O ministro André Mendonça, do STF (Supremo Tribunal Federal), votou nesta terça-feira (15/09) para manter a análise em separado de seu caso e do ministro Alexandre de Moraes. O voto de Mendonça vai no mesmo sentido do que fez o presidente da Suprema Corte, ministro Edson Fachin. O placar é de 4×3.
No sentido oposto, pedindo que os casos sejam analisados em conjunto, votaram Alexandre de Moraes, Gilmar Mendes, Flávio Dino e Cristiano Zanin.
Durante a sessão, Moraes reforçou a Fachin que não havia pedidos da PF (Polícia Federal) ou da PGR (Procuradoria-Geral da República) para a abertura de investigação contra ele. “Só existe pedido de extinção da Pet [a ação]”, afirmou.
Os ministros votam uma questão de ordem apresentada por Gilmar Mendes. O pedido prevê a junção dos casos, o adiamento da análise para o dia 23 de setembro e um novo sorteio da relatoria, atualmente sob a responsabilidade de Fachin.
Moraes critica relatoria de Fachin
Ainda durante o voto, Moraes criticou a relatoria e a condução de Edson Fachin, presidente da Corte, no caso que analisa as mensagens entre o magistrado e o ex-banqueiro Daniel Vorcaro, apontadas em investigação da PF.
“Foi me dado cinco dias para prestar informações sobre o que consta na PET [petição]”, começou Moraes. “O que consta nela? Pedido de investigação feito pela PF? Não. Pedido de investigação feito pela PGR? Não. Consta pedido de investigação feito pelo ministro André Mendonça? Não. Consta algum pedido de investigação em relação a mim? Não. Vossa Excelência vai votar o quê?”, indagou.
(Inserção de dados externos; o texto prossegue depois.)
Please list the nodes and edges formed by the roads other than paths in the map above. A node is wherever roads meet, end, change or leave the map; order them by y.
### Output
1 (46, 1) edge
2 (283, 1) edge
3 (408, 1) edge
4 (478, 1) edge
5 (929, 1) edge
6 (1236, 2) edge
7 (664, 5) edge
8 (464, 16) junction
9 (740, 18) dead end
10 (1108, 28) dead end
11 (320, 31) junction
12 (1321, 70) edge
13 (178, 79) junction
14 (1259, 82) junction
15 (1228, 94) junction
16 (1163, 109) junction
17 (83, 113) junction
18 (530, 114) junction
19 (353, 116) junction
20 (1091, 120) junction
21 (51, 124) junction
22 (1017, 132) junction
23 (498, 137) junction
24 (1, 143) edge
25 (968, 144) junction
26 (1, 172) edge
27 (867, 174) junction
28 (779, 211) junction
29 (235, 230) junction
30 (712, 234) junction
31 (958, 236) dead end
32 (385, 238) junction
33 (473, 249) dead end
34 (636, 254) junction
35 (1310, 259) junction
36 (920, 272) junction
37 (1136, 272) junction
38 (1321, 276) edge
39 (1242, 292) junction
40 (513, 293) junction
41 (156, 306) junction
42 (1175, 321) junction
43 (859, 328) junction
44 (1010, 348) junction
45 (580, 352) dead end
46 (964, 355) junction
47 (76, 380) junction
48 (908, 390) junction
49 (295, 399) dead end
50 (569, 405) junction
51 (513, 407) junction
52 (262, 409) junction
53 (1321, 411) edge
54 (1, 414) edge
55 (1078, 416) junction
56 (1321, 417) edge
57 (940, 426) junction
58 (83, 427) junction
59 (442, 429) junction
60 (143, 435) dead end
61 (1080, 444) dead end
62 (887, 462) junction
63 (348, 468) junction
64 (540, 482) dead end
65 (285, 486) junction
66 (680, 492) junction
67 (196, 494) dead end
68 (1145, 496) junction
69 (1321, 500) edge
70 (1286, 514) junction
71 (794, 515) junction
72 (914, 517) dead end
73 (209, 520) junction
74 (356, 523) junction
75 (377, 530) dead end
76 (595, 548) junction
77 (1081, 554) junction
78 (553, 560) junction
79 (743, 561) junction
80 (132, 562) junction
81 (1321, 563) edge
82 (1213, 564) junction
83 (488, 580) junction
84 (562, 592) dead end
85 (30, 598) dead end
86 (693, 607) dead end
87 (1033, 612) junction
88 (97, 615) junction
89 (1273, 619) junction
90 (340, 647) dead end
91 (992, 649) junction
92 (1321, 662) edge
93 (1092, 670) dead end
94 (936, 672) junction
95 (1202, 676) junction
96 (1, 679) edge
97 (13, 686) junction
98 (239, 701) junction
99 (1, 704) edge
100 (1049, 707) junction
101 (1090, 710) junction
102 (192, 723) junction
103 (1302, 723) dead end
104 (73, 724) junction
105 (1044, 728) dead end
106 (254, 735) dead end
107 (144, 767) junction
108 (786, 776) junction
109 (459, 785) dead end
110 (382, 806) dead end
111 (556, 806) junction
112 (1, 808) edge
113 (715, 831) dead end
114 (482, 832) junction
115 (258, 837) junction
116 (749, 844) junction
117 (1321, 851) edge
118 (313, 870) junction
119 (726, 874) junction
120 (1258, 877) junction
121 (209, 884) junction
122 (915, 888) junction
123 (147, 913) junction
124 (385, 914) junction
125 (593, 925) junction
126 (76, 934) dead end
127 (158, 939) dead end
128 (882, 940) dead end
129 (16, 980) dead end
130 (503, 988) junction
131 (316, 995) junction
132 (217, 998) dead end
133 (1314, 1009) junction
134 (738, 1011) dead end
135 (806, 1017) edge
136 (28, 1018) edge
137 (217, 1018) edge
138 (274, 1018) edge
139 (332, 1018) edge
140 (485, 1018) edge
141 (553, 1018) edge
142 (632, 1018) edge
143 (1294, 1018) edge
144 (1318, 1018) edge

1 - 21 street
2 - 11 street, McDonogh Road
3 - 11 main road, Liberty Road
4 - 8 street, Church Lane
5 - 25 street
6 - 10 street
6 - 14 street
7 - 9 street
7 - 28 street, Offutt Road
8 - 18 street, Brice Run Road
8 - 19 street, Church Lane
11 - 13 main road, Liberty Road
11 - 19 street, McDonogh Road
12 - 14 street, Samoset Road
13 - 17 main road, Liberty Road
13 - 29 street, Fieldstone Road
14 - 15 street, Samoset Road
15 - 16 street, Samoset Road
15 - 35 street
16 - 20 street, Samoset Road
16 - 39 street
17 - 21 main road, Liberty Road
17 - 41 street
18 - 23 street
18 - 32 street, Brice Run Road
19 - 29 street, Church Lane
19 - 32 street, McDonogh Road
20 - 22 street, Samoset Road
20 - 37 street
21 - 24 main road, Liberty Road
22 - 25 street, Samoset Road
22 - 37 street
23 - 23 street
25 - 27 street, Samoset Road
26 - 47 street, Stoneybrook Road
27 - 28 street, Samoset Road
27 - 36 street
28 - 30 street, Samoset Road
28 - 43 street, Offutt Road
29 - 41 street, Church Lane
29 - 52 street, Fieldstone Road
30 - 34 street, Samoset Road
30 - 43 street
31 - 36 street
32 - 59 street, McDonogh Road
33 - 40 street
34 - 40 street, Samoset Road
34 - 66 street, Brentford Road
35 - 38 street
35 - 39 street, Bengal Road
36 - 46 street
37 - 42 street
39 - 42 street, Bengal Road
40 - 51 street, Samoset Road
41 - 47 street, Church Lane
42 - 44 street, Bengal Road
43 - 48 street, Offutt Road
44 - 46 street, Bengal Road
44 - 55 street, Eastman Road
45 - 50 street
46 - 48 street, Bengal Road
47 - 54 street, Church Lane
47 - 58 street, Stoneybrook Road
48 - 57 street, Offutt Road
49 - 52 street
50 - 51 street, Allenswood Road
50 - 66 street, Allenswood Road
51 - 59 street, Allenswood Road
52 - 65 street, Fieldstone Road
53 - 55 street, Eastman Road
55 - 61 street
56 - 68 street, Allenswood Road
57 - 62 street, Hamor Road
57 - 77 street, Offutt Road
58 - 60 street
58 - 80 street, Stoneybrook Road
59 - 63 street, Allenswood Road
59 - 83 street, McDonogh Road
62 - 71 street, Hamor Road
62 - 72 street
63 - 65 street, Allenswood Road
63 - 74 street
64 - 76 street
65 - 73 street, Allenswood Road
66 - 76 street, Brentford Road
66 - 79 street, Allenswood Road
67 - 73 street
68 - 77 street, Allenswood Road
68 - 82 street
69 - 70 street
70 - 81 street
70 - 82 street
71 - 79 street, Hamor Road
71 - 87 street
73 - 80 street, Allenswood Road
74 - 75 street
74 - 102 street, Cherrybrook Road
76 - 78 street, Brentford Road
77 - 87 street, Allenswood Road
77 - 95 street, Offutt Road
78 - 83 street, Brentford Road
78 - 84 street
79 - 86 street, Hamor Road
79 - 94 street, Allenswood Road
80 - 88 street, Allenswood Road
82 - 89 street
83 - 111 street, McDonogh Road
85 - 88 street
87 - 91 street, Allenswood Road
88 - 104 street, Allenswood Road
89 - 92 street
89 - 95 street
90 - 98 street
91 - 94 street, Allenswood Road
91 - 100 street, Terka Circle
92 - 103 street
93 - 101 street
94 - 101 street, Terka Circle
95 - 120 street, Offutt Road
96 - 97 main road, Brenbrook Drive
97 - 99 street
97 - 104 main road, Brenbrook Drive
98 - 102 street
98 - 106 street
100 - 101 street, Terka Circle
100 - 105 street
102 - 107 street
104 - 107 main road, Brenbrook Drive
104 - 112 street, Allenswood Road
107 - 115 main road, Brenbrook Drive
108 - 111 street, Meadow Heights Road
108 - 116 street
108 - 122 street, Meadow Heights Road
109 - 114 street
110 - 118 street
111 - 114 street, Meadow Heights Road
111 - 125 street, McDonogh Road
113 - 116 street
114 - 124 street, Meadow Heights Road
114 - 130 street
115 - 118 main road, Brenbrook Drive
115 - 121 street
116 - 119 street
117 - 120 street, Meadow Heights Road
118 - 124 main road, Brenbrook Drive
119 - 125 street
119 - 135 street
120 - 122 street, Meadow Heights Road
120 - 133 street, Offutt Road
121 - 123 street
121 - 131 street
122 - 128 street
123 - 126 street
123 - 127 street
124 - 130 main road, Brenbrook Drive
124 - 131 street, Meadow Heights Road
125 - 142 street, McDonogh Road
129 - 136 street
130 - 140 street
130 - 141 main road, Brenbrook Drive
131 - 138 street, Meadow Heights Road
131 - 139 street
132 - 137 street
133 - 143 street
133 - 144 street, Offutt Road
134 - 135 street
A sessão discute a validade da prova produzida pela PF contra o ministro e a existência de elementos que justifiquem a abertura de uma investigação.
Sessão histórica
A sessão do STF, considerada histórica, ocorre para analisar o relatório da PF que reúne mensagens e outros registros usados pela corporação para apontar uma relação próxima entre o ministro Alexandre de Moraes e o ex-banqueiro Daniel Vorcaro.
Antes de discutir se o conteúdo justifica a abertura de uma investigação contra Moraes, o plenário deverá se manifestar sobre o pedido da PGR para anular o relatório da Polícia Federal. A Procuradoria argumenta que André Mendonça determinou a produção do documento sem pedido prévio do Ministério Público ou da própria PF, e sem submeter a medida anteriormente ao plenário.
Mesmo se a nulidade for acolhida, há ministros que avaliam que o STF poderá encerrar o caso sem avançar sobre o mérito das mensagens. Outros, porém, entendem que, mesmo nessa hipótese, os elementos já conhecidos podem ser discutidos para decidir se uma nova investigação deve ou não ser aberta.
A sessão desta terça ocorre em meio a uma tensão na Corte, com trocas de ofícios entre ministros, disputa pelo acesso às provas e questionamentos sobre a condução das investigações feitas pelo ministro André Mendonça. Antes da sessão, ministros debateram internamente sobre quais documentos deveriam estar disponíveis para análise prévia.
Na segunda-feira (14/09), a PF informou que entregou cópias dos dados extraídos do aparelho celular apreendido do ex-banqueiro Daniel Vorcaro aos gabinetes dos ministros Alexandre de Moraes, Cristiano Zanin e Gilmar Mendes. Também na segunda, Mendonça retirou o sigilo de um processo que reúne detalhes sobre a rede de pagamentos de Vorcaro e do Banco Master.